▸ **TASK TO COMPLETE**: This exercise calls for the records to be repeated in full, exactly as written.

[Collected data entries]
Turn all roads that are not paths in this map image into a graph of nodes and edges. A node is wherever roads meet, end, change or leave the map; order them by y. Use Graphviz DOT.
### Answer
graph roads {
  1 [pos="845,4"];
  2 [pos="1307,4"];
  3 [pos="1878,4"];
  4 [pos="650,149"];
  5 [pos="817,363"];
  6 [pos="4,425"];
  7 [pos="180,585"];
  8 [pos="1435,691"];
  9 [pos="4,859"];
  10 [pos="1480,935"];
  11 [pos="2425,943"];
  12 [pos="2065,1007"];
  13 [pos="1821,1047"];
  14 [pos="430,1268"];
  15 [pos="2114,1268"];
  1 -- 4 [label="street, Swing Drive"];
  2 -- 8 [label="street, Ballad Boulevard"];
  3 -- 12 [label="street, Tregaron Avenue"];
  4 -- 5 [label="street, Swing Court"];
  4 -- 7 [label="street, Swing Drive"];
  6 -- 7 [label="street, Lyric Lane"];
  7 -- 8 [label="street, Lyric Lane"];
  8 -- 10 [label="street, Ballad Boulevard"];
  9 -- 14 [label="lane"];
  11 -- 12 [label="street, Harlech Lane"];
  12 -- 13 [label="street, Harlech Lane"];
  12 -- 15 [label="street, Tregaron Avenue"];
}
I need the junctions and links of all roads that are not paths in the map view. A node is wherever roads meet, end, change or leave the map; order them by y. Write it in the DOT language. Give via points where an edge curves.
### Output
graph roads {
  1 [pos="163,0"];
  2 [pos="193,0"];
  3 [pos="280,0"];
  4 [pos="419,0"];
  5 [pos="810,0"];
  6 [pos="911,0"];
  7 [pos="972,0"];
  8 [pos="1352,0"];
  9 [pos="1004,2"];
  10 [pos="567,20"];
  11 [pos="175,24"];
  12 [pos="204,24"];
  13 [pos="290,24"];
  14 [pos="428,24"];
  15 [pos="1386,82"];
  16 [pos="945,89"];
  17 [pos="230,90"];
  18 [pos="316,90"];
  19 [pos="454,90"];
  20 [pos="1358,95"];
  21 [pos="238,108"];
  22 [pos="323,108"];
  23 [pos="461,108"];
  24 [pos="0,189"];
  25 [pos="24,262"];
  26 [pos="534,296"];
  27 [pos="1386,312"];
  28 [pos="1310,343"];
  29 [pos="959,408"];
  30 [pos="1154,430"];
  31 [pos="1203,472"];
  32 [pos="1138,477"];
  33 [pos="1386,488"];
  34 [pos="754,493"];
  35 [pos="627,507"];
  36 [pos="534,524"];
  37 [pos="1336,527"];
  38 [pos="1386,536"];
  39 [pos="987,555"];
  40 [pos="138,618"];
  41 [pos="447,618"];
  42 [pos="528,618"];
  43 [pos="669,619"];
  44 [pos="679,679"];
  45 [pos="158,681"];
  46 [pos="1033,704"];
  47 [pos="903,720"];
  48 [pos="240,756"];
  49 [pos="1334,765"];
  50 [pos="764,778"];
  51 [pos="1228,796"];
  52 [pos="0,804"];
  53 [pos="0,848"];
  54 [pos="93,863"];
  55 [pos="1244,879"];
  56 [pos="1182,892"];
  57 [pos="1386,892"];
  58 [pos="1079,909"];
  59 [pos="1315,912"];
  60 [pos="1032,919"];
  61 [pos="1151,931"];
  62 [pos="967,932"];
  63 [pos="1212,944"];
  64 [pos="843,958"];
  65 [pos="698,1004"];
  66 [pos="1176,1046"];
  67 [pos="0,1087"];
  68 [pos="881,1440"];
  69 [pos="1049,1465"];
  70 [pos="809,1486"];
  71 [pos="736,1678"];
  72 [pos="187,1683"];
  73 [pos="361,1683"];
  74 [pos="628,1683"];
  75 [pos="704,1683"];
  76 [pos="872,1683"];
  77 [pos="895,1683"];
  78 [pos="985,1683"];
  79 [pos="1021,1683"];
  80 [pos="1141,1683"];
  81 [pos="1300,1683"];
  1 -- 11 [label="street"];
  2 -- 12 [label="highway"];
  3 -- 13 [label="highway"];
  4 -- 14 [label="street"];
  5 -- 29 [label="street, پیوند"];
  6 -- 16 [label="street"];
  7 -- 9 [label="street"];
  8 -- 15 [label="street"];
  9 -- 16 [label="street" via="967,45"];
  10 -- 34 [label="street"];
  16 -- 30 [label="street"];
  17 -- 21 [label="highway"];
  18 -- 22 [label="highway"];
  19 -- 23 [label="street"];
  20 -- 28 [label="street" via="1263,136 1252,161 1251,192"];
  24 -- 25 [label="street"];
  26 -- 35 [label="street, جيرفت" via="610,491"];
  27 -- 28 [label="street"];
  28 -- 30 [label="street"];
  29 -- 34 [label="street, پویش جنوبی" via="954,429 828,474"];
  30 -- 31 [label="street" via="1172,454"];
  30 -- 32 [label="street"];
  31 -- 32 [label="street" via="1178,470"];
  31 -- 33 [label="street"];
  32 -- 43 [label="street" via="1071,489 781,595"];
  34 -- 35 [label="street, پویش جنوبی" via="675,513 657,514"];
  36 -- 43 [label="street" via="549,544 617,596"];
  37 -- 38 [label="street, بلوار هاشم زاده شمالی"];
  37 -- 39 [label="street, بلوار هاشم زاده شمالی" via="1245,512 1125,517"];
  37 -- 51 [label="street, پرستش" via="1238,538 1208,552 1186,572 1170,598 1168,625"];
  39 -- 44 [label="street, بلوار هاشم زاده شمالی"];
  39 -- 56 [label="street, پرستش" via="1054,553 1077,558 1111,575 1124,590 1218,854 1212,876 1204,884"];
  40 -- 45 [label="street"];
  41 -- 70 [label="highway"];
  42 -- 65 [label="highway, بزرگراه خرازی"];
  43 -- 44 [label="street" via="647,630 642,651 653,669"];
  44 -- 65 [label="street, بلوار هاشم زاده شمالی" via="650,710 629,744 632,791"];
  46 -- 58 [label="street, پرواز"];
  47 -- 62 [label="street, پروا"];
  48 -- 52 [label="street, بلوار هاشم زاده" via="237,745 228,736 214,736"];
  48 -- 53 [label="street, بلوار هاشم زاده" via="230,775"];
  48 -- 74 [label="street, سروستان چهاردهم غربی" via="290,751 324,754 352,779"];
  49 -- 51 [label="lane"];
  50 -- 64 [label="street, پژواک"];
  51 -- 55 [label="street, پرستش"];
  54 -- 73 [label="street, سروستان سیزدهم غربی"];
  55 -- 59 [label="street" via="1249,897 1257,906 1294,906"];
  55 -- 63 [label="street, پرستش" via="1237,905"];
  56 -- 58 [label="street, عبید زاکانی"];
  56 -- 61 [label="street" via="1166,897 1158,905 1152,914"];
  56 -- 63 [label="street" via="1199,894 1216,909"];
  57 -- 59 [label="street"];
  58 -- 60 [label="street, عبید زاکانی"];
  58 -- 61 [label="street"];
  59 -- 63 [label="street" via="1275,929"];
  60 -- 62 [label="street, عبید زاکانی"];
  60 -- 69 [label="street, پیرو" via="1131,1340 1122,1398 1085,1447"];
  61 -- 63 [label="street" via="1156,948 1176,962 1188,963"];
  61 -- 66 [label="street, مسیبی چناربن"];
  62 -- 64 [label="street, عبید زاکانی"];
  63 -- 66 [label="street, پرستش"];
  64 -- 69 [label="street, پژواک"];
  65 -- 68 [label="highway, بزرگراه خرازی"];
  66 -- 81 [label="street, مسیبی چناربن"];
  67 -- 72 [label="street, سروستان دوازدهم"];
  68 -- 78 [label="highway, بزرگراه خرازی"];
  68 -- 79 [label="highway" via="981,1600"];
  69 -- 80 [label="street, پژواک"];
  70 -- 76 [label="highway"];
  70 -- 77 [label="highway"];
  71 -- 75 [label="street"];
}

▸ **RESULT OF THIS EXERCISE**:
Turn all roads that are not paths in this map image into a graph of nodes and edges. A node is wherever roads meet, end, change or leave the map; order them by y. Use Graphviz DOT.
### Answer
graph roads {
  1 [pos="845,4"];
  2 [pos="1307,4"];
  3 [pos="1878,4"];
  4 [pos="650,149"];
  5 [pos="817,363"];
  6 [pos="4,425"];
  7 [pos="180,585"];
  8 [pos="1435,691"];
  9 [pos="4,859"];
  10 [pos="1480,935"];
  11 [pos="2425,943"];
  12 [pos="2065,1007"];
  13 [pos="1821,1047"];
  14 [pos="430,1268"];
  15 [pos="2114,1268"];
  1 -- 4 [label="street, Swing Drive"];
  2 -- 8 [label="street, Ballad Boulevard"];
  3 -- 12 [label="street, Tregaron Avenue"];
  4 -- 5 [label="street, Swing Court"];
  4 -- 7 [label="street, Swing Drive"];
  6 -- 7 [label="street, Lyric Lane"];
  7 -- 8 [label="street, Lyric Lane"];
  8 -- 10 [label="street, Ballad Boulevard"];
  9 -- 14 [label="lane"];
  11 -- 12 [label="street, Harlech Lane"];
  12 -- 13 [label="street, Harlech Lane"];
  12 -- 15 [label="street, Tregaron Avenue"];
}
I need the junctions and links of all roads that are not paths in the map view. A node is wherever roads meet, end, change or leave the map; order them by y. Write it in the DOT language. Give via points where an edge curves.
### Output
graph roads {
  1 [pos="163,0"];
  2 [pos="193,0"];
  3 [pos="280,0"];
  4 [pos="419,0"];
  5 [pos="810,0"];
  6 [pos="911,0"];
  7 [pos="972,0"];
  8 [pos="1352,0"];
  9 [pos="1004,2"];
  10 [pos="567,20"];
  11 [pos="175,24"];
  12 [pos="204,24"];
  13 [pos="290,24"];
  14 [pos="428,24"];
  15 [pos="1386,82"];
  16 [pos="945,89"];
  17 [pos="230,90"];
  18 [pos="316,90"];
  19 [pos="454,90"];
  20 [pos="1358,95"];
  21 [pos="238,108"];
  22 [pos="323,108"];
  23 [pos="461,108"];
  24 [pos="0,189"];
  25 [pos="24,262"];
  26 [pos="534,296"];
  27 [pos="1386,312"];
  28 [pos="1310,343"];
  29 [pos="959,408"];
  30 [pos="1154,430"];
  31 [pos="1203,472"];
  32 [pos="1138,477"];
  33 [pos="1386,488"];
  34 [pos="754,493"];
  35 [pos="627,507"];
  36 [pos="534,524"];
  37 [pos="1336,527"];
  38 [pos="1386,536"];
  39 [pos="987,555"];
  40 [pos="138,618"];
  41 [pos="447,618"];
  42 [pos="528,618"];
  43 [pos="669,619"];
  44 [pos="679,679"];
  45 [pos="158,681"];
  46 [pos="1033,704"];
  47 [pos="903,720"];
  48 [pos="240,756"];
  49 [pos="1334,765"];
  50 [pos="764,778"];
  51 [pos="1228,796"];
  52 [pos="0,804"];
  53 [pos="0,848"];
  54 [pos="93,863"];
  55 [pos="1244,879"];
  56 [pos="1182,892"];
  57 [pos="1386,892"];
  58 [pos="1079,909"];
  59 [pos="1315,912"];
  60 [pos="1032,919"];
  61 [pos="1151,931"];
  62 [pos="967,932"];
  63 [pos="1212,944"];
  64 [pos="843,958"];
  65 [pos="698,1004"];
  66 [pos="1176,1046"];
  67 [pos="0,1087"];
  68 [pos="881,1440"];
  69 [pos="1049,1465"];
  70 [pos="809,1486"];
  71 [pos="736,1678"];
  72 [pos="187,1683"];
  73 [pos="361,1683"];
  74 [pos="628,1683"];
  75 [pos="704,1683"];
  76 [pos="872,1683"];
  77 [pos="895,1683"];
  78 [pos="985,1683"];
  79 [pos="1021,1683"];
  80 [pos="1141,1683"];
  81 [pos="1300,1683"];
  1 -- 11 [label="street"];
  2 -- 12 [label="highway"];
  3 -- 13 [label="highway"];
  4 -- 14 [label="street"];
  5 -- 29 [label="street, پیوند"];
  6 -- 16 [label="street"];
  7 -- 9 [label="street"];
  8 -- 15 [label="street"];
  9 -- 16 [label="street" via="967,45"];
  10 -- 34 [label="street"];
  16 -- 30 [label="street"];
  17 -- 21 [label="highway"];
  18 -- 22 [label="highway"];
  19 -- 23 [label="street"];
  20 -- 28 [label="street" via="1263,136 1252,161 1251,192"];
  24 -- 25 [label="street"];
  26 -- 35 [label="street, جيرفت" via="610,491"];
  27 -- 28 [label="street"];
  28 -- 30 [label="street"];
  29 -- 34 [label="street, پویش جنوبی" via="954,429 828,474"];
  30 -- 31 [label="street" via="1172,454"];
  30 -- 32 [label="street"];
  31 -- 32 [label="street" via="1178,470"];
  31 -- 33 [label="street"];
  32 -- 43 [label="street" via="1071,489 781,595"];
  34 -- 35 [label="street, پویش جنوبی" via="675,513 657,514"];
  36 -- 43 [label="street" via="549,544 617,596"];
  37 -- 38 [label="street, بلوار هاشم زاده شمالی"];
  37 -- 39 [label="street, بلوار هاشم زاده شمالی" via="1245,512 1125,517"];
  37 -- 51 [label="street, پرستش" via="1238,538 1208,552 1186,572 1170,598 1168,625"];
  39 -- 44 [label="street, بلوار هاشم زاده شمالی"];
  39 -- 56 [label="street, پرستش" via="1054,553 1077,558 1111,575 1124,590 1218,854 1212,876 1204,884"];
  40 -- 45 [label="street"];
  41 -- 70 [label="highway"];
  42 -- 65 [label="highway, بزرگراه خرازی"];
  43 -- 44 [label="street" via="647,630 642,651 653,669"];
  44 -- 65 [label="street, بلوار هاشم زاده شمالی" via="650,710 629,744 632,791"];
  46 -- 58 [label="street, پرواز"];
  47 -- 62 [label="street, پروا"];
  48 -- 52 [label="street, بلوار هاشم زاده" via="237,745 228,736 214,736"];
  48 -- 53 [label="street, بلوار هاشم زاده" via="230,775"];
  48 -- 74 [label="street, سروستان چهاردهم غربی" via="290,751 324,754 352,779"];
  49 -- 51 [label="lane"];
  50 -- 64 [label="street, پژواک"];
  51 -- 55 [label="street, پرستش"];
  54 -- 73 [label="street, سروستان سیزدهم غربی"];
  55 -- 59 [label="street" via="1249,897 1257,906 1294,906"];
  55 -- 63 [label="street, پرستش" via="1237,905"];
  56 -- 58 [label="street, عبید زاکانی"];
  56 -- 61 [label="street" via="1166,897 1158,905 1152,914"];
  56 -- 63 [label="street" via="1199,894 1216,909"];
  57 -- 59 [label="street"];
  58 -- 60 [label="street, عبید زاکانی"];
  58 -- 61 [label="street"];
  59 -- 63 [label="street" via="1275,929"];
  60 -- 62 [label="street, عبید زاکانی"];
  60 -- 69 [label="street, پیرو" via="1131,1340 1122,1398 1085,1447"];
  61 -- 63 [label="street" via="1156,948 1176,962 1188,963"];
  61 -- 66 [label="street, مسیبی چناربن"];
  62 -- 64 [label="street, عبید زاکانی"];
  63 -- 66 [label="street, پرستش"];
  64 -- 69 [label="street, پژواک"];
  65 -- 68 [label="highway, بزرگراه خرازی"];
  66 -- 81 [label="street, مسیبی چناربن"];
  67 -- 72 [label="street, سروستان دوازدهم"];
  68 -- 78 [label="highway, بزرگراه خرازی"];
  68 -- 79 [label="highway" via="981,1600"];
  69 -- 80 [label="street, پژواک"];
  70 -- 76 [label="highway"];
  70 -- 77 [label="highway"];
  71 -- 75 [label="street"];
}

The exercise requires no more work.